# Eukanuba suggesting too much food?



## Ayanla (Jun 11, 2009)

..........


----------



## britishbandit (Dec 11, 2006)

I don't think they're trying to make you feed more, it's just a general guideline. As long as your dogs are eating, and maintaining a healthy weight, it doesn't matter what the guide on the packaging says.

I do wish you'd consider a better food though, Eukenuba isn't all that good.


----------



## skelaki (Nov 9, 2006)

Don't forget that Eukanuba, like all companies, wants to sell more product. So they give feeding guidelines for extremely active, working dogs. And, yes, I would choose a different food also.


----------



## Pai (Apr 23, 2008)

Every dog is different, and the guidelines are just a 'general baseline'. For some dogs, that amount may be too much or too little. Also keep in mind, that the more filler a dog food has, the more you have to feed in order to give them proper nutrition.


----------



## LadyD (May 10, 2009)

Innova does make a puppy food. I feed my 15 month Boston Terrier Innova Evo and home cooked.


----------



## rosemaryninja (Sep 28, 2007)

It's not uncommon for food bags to recommend more food than your dog needs. Keep an eye on his build and adjust accordingly. You should be able to feel your dog's ribs, but not see them, and see a visible tummy tuck both from the side and from the top.


----------



## boon4376 (May 18, 2009)

I used to feed my dog the recomended amount on the bag, but his stools were always loose and HUGE... I cut back and hes still gaining weight but his stools are much smaller and very firm.


----------



## lenmorg (Jul 10, 2009)

My small dog T-Bone eats Eukanuba, and let me tell you, he is healthy and strong. 5 years old and feistier than ever. My uncle is a Vet and he recommends this Eukanuba dog food to many of his clients including my dog. Mind you, he has been practicing for about 30 years now, so I can assure you that he knows his stuff. My dog likes the taste also!


----------



## Kina_A (Jun 8, 2009)

lenmorg said:


> My small dog T-Bone eats Eukanuba, and let me tell you, he is healthy and strong. 5 years old and feistier than ever. My uncle is a Vet and he recommends this Eukanuba dog food to many of his clients including my dog. Mind you, he has been practicing for about 30 years now, so I can assure you that he knows his stuff.

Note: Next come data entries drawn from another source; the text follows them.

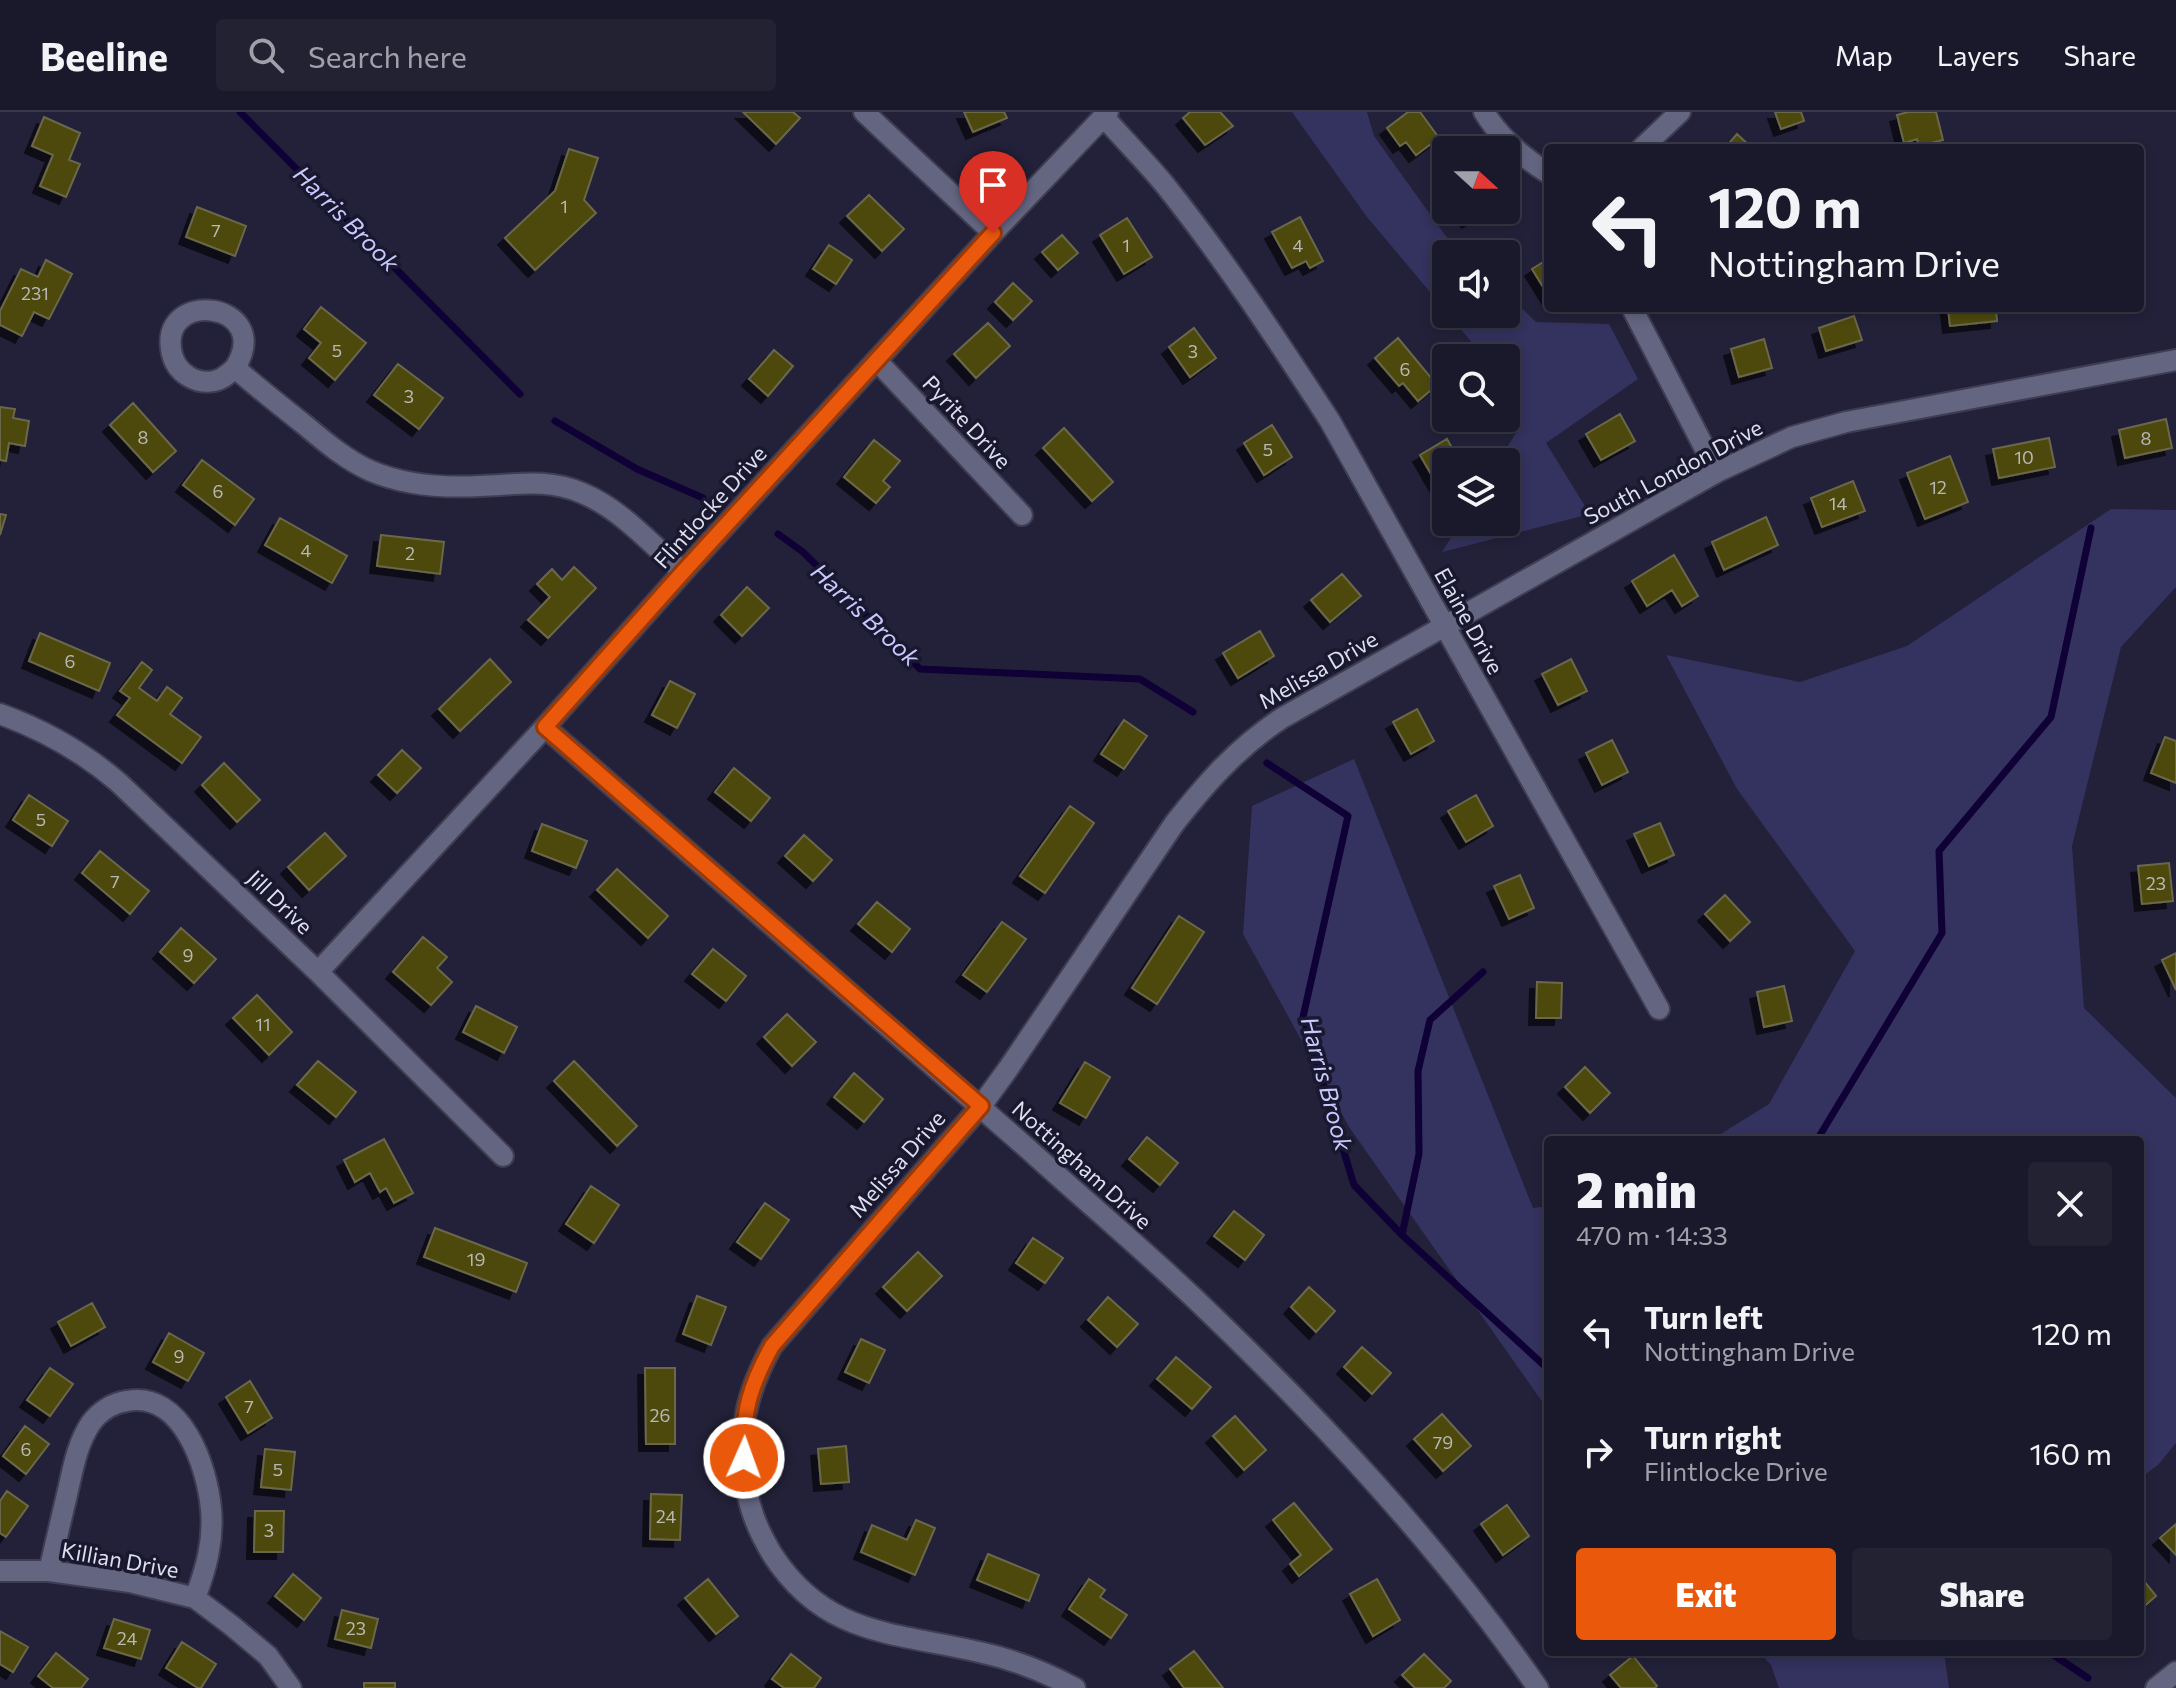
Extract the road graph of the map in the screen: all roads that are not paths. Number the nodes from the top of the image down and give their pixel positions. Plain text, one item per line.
1 (864, 112) edge
2 (1484, 112) edge
3 (1680, 112) edge
4 (1106, 115) edge
5 (1646, 144) edge
6 (1544, 170) edge
7 (993, 233) junction
8 (1634, 312) edge
9 (2176, 360) edge
10 (877, 361) junction
11 (235, 368) dead end
12 (1717, 472) junction
13 (1022, 515) dead end
14 (683, 572) junction
15 (1444, 625) junction
16 (0, 714) edge
17 (545, 727) junction
18 (318, 972) junction
19 (1659, 1009) dead end
20 (981, 1106) junction
21 (503, 1156) dead end
22 (0, 1571) edge
23 (49, 1571) junction
24 (195, 1598) junction
25 (2176, 1672) edge
26 (291, 1688) edge
27 (1075, 1688) edge
28 (1538, 1688) edge
29 (2156, 1688) edge

1 - 7 street
2 - 6 street
3 - 5 street
4 - 7 street, Flintlocke Drive
4 - 15 street, Elaine Drive
7 - 10 street, Flintlocke Drive
8 - 12 street
9 - 12 street, South London Drive
10 - 13 street, Pyrite Drive
10 - 14 street, Flintlocke Drive
11 - 14 street
12 - 15 street, South London Drive
14 - 17 street, Flintlocke Drive
15 - 19 street, Elaine Drive
15 - 20 street, Melissa Drive
16 - 18 street, Jill Drive
17 - 18 street, Flintlocke Drive
17 - 20 street, Nottingham Drive
18 - 21 street, Jill Drive
20 - 27 street, Melissa Drive
20 - 28 street, Nottingham Drive
22 - 23 street, Killian Drive
23 - 24 street, Killian Drive
23 - 24 street
24 - 26 street, Killian Drive
25 - 29 street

My dog likes the taste also!


I'm not sure about that! 

http://www.dogfoodanalysis.com/dog_food_reviews/showproduct.php?product=107&cat=all

Especially where they state that they use citric acid as a preservative which when premoisten can cause bloat in large breed dogs!! Not something I want to be feeding Fido, especially when I for one, sometimes like to give my dogs a warm meal and premoisten their food with beef broth!


----------



## HersheyPup (May 22, 2008)

LadyD said:


> Innova does make a puppy food. I feed my 15 month Boston Terrier Innova Evo and home cooked.



Your dog is adorable!


----------